UK's researchers develop sustainable smart textiles with LEDs, sensors

25 Apr '23
4 min read
Pic: University of Cambridge
Pic: University of Cambridge


  • Cambridge University researchers have developed next-generation smart textiles that incorporate LEDs, sensors, energy harvesting, and storage.
  • The researchers created test patches of smart textiles measuring around 50x50 cm, which could be scaled up.
  • They can be produced inexpensively and, in any shape, or size using machines used to make everyday clothing.
Next-generation smart textiles that incorporate LEDs, sensors, energy harvesting, and storage have been developed by an international team of researchers led by UK’s University of Cambridge. The textiles can be produced inexpensively, in any shape or size, using the same machines used to make everyday clothing.

The team found that weaving electronic, optoelectronic, sensing, and energy fibre components on industrial looms used to make conventional textiles is more sustainable and cost-effective than using specialised microelectronic fabrication facilities that produce large volumes of waste, the University of Cambridge said.

The findings of the study, which were published in the journal Science Advances, have showcased the potential of smart textiles as a viable substitute for bulky electronics in various industries such as automotive and fashion.

The functionality, dimensions, and shapes of smart textiles have been limited by current manufacturing processes. However, last year, the same researchers demonstrated that if the fibres used in smart textiles were coated with materials that can withstand stretching, they could be compatible with conventional weaving processes. They were able to create a prototype display that was woven and measured 46 inches using this method.

It has been demonstrated by the researchers that automated processes can be used to create smart textiles of any size or shape. These smart textiles consist of various types of fibre devices, such as energy storage devices, light-emitting diodes, and transistors, that are incorporated into conventional fibres (whether synthetic or natural) through automated weaving.

An automated laser welding technique, aided by electrically conductive adhesive, is used to interconnect the fibre devices. To make the smart textiles capable of withstanding the stretching of an industrial weaving machine, all processes were fine-tuned to minimise harm to the electronic components. The encapsulation approach was designed to account for the fibre devices' performance, and both mechanical force and thermal energy were thoroughly examined to accomplish automated weaving and laser-based interconnection.

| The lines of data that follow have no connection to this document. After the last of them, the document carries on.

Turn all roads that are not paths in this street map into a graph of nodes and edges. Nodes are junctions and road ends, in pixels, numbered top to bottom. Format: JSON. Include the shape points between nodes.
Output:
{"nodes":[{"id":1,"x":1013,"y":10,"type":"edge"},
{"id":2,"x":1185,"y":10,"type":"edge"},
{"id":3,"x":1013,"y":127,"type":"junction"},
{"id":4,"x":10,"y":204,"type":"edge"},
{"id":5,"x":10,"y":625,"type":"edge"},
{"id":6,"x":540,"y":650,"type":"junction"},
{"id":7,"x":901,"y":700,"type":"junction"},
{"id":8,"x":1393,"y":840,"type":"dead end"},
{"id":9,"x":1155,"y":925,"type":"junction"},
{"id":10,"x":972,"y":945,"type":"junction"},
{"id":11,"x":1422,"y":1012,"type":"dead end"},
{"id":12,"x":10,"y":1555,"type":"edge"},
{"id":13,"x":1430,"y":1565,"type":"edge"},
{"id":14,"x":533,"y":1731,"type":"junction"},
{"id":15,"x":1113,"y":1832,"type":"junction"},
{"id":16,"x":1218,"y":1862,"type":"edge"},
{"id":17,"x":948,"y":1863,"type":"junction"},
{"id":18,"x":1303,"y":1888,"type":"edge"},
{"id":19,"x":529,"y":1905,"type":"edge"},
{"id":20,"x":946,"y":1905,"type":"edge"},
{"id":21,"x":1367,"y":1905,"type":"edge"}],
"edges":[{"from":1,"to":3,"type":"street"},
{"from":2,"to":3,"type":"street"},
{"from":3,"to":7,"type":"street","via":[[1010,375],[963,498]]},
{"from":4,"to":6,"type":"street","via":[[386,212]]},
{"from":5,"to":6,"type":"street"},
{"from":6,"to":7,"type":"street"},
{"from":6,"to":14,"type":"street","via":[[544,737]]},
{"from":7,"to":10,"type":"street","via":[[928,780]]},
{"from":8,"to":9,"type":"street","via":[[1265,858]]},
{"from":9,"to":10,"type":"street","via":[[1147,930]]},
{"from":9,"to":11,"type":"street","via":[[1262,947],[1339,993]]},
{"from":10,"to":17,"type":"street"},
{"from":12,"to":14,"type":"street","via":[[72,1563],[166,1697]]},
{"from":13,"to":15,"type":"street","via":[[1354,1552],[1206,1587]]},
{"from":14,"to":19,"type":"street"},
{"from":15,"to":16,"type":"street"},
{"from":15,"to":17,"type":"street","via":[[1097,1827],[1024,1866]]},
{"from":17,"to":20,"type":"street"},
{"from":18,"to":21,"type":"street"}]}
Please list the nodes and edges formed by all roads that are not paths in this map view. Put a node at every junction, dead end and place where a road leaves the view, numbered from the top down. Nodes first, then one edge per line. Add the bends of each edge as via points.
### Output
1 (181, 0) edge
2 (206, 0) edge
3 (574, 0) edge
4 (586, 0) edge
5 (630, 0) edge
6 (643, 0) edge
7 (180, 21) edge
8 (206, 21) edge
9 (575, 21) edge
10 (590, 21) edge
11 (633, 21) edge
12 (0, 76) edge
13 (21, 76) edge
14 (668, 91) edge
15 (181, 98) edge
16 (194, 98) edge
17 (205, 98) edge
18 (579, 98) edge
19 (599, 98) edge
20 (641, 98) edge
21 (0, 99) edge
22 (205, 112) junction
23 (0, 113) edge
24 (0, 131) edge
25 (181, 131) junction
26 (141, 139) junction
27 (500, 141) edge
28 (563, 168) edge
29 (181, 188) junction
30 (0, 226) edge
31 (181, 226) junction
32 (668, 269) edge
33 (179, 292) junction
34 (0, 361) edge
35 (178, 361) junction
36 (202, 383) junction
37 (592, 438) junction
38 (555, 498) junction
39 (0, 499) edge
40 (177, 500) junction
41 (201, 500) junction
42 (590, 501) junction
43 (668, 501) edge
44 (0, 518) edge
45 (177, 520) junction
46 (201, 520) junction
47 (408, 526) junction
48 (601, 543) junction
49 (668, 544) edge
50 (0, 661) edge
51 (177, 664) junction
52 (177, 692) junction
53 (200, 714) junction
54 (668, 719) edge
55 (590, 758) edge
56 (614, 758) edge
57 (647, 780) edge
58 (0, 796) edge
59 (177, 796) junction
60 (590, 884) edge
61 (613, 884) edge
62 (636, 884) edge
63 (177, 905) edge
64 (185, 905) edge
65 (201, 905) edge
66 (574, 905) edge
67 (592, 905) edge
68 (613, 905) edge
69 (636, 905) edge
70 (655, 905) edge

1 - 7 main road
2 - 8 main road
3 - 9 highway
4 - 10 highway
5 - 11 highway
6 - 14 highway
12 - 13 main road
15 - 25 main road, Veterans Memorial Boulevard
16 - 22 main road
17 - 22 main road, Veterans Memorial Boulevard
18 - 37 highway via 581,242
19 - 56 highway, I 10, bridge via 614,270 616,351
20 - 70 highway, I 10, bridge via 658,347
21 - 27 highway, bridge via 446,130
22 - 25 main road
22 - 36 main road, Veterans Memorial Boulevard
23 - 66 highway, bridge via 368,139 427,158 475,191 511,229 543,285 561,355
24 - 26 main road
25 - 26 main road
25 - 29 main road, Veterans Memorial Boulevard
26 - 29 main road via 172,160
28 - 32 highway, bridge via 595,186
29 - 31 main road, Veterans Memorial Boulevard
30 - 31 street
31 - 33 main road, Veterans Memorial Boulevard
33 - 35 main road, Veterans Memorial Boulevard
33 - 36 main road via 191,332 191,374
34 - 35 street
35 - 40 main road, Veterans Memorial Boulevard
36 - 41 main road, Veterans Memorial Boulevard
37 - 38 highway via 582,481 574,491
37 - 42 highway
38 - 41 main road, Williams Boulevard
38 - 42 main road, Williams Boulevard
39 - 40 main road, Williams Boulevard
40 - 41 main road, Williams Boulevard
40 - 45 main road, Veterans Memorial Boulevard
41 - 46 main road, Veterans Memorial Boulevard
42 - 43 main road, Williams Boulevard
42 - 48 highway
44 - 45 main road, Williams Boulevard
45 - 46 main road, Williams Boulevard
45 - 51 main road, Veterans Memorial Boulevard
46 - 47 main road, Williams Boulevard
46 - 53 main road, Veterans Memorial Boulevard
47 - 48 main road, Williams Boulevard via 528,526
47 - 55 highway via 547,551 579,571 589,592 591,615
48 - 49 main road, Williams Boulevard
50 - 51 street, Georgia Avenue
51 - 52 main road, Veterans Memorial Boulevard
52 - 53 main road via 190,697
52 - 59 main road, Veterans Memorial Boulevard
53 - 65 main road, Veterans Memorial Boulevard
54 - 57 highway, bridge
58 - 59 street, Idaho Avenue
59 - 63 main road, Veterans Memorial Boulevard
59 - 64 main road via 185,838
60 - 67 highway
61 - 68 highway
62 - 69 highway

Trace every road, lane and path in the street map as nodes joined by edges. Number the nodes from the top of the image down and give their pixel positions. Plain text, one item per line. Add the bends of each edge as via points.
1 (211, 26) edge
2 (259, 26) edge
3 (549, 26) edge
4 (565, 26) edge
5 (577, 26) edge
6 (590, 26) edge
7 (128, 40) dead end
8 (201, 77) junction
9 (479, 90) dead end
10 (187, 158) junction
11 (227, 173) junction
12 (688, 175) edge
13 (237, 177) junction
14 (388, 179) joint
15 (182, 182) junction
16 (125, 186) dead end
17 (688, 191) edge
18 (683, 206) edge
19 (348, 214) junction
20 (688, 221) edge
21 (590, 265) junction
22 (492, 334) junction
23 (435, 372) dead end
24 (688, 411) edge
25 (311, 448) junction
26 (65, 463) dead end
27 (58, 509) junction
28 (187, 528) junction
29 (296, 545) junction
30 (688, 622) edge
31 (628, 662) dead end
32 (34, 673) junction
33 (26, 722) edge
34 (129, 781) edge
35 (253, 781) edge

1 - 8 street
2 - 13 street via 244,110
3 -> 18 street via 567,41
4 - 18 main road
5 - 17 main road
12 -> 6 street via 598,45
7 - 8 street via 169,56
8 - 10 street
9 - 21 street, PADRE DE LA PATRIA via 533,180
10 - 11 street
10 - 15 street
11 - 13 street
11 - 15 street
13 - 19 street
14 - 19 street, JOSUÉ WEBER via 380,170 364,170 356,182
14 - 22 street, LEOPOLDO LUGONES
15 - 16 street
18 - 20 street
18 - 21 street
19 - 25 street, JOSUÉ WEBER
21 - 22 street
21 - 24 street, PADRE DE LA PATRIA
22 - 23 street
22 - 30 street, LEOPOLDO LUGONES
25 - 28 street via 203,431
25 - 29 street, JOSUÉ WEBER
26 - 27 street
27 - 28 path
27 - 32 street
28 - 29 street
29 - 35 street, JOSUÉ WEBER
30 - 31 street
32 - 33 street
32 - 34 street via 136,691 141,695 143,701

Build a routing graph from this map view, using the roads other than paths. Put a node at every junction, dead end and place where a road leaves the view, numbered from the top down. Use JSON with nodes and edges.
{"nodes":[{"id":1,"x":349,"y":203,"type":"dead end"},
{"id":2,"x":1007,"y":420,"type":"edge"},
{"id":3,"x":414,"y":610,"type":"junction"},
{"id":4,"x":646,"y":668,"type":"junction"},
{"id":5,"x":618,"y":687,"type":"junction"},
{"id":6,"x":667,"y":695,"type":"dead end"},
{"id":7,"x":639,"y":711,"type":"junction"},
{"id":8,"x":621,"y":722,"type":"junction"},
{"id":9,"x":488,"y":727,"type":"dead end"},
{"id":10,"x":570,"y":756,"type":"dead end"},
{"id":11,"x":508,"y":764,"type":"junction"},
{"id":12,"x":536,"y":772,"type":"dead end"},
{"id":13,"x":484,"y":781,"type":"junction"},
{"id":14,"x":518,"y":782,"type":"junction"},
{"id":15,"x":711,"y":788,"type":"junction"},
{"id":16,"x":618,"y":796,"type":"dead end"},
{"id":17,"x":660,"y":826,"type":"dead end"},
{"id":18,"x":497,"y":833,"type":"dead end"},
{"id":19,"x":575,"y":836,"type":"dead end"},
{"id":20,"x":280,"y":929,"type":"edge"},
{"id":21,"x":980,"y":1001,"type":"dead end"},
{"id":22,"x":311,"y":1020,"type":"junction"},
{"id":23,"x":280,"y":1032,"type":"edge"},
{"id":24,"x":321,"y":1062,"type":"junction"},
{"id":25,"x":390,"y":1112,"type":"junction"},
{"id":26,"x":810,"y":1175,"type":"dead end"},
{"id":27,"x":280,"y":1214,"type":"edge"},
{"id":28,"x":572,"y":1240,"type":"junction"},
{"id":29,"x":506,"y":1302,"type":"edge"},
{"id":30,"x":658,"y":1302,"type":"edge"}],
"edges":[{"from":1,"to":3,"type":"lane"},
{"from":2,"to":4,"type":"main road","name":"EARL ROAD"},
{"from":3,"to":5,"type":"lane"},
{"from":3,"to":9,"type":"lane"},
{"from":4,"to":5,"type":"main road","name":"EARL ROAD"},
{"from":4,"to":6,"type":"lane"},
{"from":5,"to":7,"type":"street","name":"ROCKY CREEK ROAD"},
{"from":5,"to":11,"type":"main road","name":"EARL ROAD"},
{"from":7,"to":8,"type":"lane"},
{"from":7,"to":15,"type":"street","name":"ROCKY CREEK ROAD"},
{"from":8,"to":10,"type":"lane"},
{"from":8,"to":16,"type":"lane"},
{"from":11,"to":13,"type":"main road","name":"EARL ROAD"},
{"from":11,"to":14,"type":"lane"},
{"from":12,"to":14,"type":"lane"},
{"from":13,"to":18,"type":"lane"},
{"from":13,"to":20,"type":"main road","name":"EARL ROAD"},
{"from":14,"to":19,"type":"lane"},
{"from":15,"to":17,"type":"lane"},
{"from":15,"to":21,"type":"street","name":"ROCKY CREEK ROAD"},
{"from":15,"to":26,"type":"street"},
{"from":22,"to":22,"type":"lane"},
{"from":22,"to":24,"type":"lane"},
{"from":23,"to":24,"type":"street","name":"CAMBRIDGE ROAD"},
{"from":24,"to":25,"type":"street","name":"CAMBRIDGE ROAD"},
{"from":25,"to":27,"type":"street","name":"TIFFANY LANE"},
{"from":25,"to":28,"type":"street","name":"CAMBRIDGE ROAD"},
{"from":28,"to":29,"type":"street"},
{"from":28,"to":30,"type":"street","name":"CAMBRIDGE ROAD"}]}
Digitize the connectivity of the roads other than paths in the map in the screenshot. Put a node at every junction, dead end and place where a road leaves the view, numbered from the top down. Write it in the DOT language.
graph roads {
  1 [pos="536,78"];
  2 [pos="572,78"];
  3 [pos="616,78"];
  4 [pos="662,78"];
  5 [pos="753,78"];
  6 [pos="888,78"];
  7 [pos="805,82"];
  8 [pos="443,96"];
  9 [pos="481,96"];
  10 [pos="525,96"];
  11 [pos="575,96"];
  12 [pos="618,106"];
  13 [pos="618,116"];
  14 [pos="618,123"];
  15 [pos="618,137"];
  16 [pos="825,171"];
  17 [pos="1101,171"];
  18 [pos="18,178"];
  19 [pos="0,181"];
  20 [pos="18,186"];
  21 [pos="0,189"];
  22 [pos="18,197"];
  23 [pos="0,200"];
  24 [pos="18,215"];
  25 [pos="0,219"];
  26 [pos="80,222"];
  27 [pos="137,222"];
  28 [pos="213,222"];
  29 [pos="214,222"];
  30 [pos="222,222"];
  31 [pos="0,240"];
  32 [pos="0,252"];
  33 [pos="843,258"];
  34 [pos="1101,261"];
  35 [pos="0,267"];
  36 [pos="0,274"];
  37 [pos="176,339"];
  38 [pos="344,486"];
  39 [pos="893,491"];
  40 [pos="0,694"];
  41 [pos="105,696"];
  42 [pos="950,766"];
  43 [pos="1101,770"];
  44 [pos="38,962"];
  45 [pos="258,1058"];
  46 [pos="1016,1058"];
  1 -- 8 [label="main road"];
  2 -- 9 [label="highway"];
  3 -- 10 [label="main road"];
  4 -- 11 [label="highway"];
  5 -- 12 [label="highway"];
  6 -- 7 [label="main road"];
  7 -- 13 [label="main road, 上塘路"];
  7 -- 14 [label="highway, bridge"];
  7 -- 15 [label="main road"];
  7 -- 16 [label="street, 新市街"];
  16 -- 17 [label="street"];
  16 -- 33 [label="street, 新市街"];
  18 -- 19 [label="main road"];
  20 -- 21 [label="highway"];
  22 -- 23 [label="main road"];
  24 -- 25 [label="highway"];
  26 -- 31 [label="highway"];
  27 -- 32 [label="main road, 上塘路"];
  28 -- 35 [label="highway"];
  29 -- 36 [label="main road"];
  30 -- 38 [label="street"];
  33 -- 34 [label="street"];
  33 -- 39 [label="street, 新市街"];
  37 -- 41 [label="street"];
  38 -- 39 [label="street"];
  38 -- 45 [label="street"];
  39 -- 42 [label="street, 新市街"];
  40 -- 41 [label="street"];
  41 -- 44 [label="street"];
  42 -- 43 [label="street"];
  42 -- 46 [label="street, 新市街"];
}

Through collaboration with textile manufacturers, the research team successfully created test patches of smart textiles measuring approximately 50x50 centimetres. The production of these textiles can be scaled up to larger dimensions and mass-produced. According to the researchers, it could be feasible to manufacture large and flexible displays and monitors on industrial looms, rather than in specialised electronics manufacturing facilities, resulting in a significant reduction in production costs. Additional improvements to the process are necessary.

Dr Sanghyo Lee from Cambridge’s department of engineering, the paper’s first author, said: “We could make these textiles in specialised microelectronics facilities, but these require billions of pounds of investment. In addition, manufacturing smart textiles in this way is highly limited, since everything has to be made on the same rigid wafers used to make integrated circuits, so the maximum size we can get is about 30 centimetres in diameter.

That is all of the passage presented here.